Work instruction
Reproduce every entry word for word.

╭──

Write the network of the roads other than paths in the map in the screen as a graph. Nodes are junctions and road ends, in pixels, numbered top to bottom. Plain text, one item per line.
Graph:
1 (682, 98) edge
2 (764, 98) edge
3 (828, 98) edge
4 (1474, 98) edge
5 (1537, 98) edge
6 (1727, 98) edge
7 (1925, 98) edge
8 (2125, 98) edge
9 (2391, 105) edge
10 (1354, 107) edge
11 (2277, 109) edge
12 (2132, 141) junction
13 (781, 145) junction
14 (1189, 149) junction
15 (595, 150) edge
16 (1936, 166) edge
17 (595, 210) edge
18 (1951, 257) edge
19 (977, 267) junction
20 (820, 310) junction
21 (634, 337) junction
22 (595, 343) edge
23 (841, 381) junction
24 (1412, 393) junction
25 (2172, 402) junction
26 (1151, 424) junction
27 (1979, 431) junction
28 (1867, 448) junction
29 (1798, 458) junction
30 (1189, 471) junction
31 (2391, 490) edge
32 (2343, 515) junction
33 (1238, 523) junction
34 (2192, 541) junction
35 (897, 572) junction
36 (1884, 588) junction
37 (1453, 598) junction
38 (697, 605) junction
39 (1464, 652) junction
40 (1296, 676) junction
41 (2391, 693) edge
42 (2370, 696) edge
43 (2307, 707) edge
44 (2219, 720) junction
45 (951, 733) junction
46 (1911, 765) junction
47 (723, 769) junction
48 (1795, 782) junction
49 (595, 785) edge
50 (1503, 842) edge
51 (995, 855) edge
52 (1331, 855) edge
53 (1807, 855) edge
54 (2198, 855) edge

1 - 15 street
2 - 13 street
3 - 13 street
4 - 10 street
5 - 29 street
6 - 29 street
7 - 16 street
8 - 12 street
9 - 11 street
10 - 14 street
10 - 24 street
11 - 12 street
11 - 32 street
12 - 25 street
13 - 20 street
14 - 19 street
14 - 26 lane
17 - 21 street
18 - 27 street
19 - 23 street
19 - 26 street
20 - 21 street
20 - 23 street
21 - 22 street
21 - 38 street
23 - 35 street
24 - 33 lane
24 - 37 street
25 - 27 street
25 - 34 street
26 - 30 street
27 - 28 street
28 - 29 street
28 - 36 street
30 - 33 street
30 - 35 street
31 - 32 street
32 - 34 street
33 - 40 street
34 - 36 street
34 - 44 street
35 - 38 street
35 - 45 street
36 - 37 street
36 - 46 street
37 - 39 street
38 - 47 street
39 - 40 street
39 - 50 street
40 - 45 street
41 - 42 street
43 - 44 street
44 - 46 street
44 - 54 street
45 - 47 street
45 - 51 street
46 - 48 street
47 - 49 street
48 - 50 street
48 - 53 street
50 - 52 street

╰──

Exercise response
Write the network of the roads other than paths in the map in the screen as a graph. Nodes are junctions and road ends, in pixels, numbered top to bottom. Plain text, one item per line.
Graph:
1 (682, 98) edge
2 (764, 98) edge
3 (828, 98) edge
4 (1474, 98) edge
5 (1537, 98) edge
6 (1727, 98) edge
7 (1925, 98) edge
8 (2125, 98) edge
9 (2391, 105) edge
10 (1354, 107) edge
11 (2277, 109) edge
12 (2132, 141) junction
13 (781, 145) junction
14 (1189, 149) junction
15 (595, 150) edge
16 (1936, 166) edge
17 (595, 210) edge
18 (1951, 257) edge
19 (977, 267) junction
20 (820, 310) junction
21 (634, 337) junction
22 (595, 343) edge
23 (841, 381) junction
24 (1412, 393) junction
25 (2172, 402) junction
26 (1151, 424) junction
27 (1979, 431) junction
28 (1867, 448) junction
29 (1798, 458) junction
30 (1189, 471) junction
31 (2391, 490) edge
32 (2343, 515) junction
33 (1238, 523) junction
34 (2192, 541) junction
35 (897, 572) junction
36 (1884, 588) junction
37 (1453, 598) junction
38 (697, 605) junction
39 (1464, 652) junction
40 (1296, 676) junction
41 (2391, 693) edge
42 (2370, 696) edge
43 (2307, 707) edge
44 (2219, 720) junction
45 (951, 733) junction
46 (1911, 765) junction
47 (723, 769) junction
48 (1795, 782) junction
49 (595, 785) edge
50 (1503, 842) edge
51 (995, 855) edge
52 (1331, 855) edge
53 (1807, 855) edge
54 (2198, 855) edge

1 - 15 street
2 - 13 street
3 - 13 street
4 - 10 street
5 - 29 street
6 - 29 street
7 - 16 street
8 - 12 street
9 - 11 street
10 - 14 street
10 - 24 street
11 - 12 street
11 - 32 street
12 - 25 street
13 - 20 street
14 - 19 street
14 - 26 lane
17 - 21 street
18 - 27 street
19 - 23 street
19 - 26 street
20 - 21 street
20 - 23 street
21 - 22 street
21 - 38 street
23 - 35 street
24 - 33 lane
24 - 37 street
25 - 27 street
25 - 34 street
26 - 30 street
27 - 28 street
28 - 29 street
28 - 36 street
30 - 33 street
30 - 35 street
31 - 32 street
32 - 34 street
33 - 40 street
34 - 36 street
34 - 44 street
35 - 38 street
35 - 45 street
36 - 37 street
36 - 46 street
37 - 39 street
38 - 47 street
39 - 40 street
39 - 50 street
40 - 45 street
41 - 42 street
43 - 44 street
44 - 46 street
44 - 54 street
45 - 47 street
45 - 51 street
46 - 48 street
47 - 49 street
48 - 50 street
48 - 53 street
50 - 52 street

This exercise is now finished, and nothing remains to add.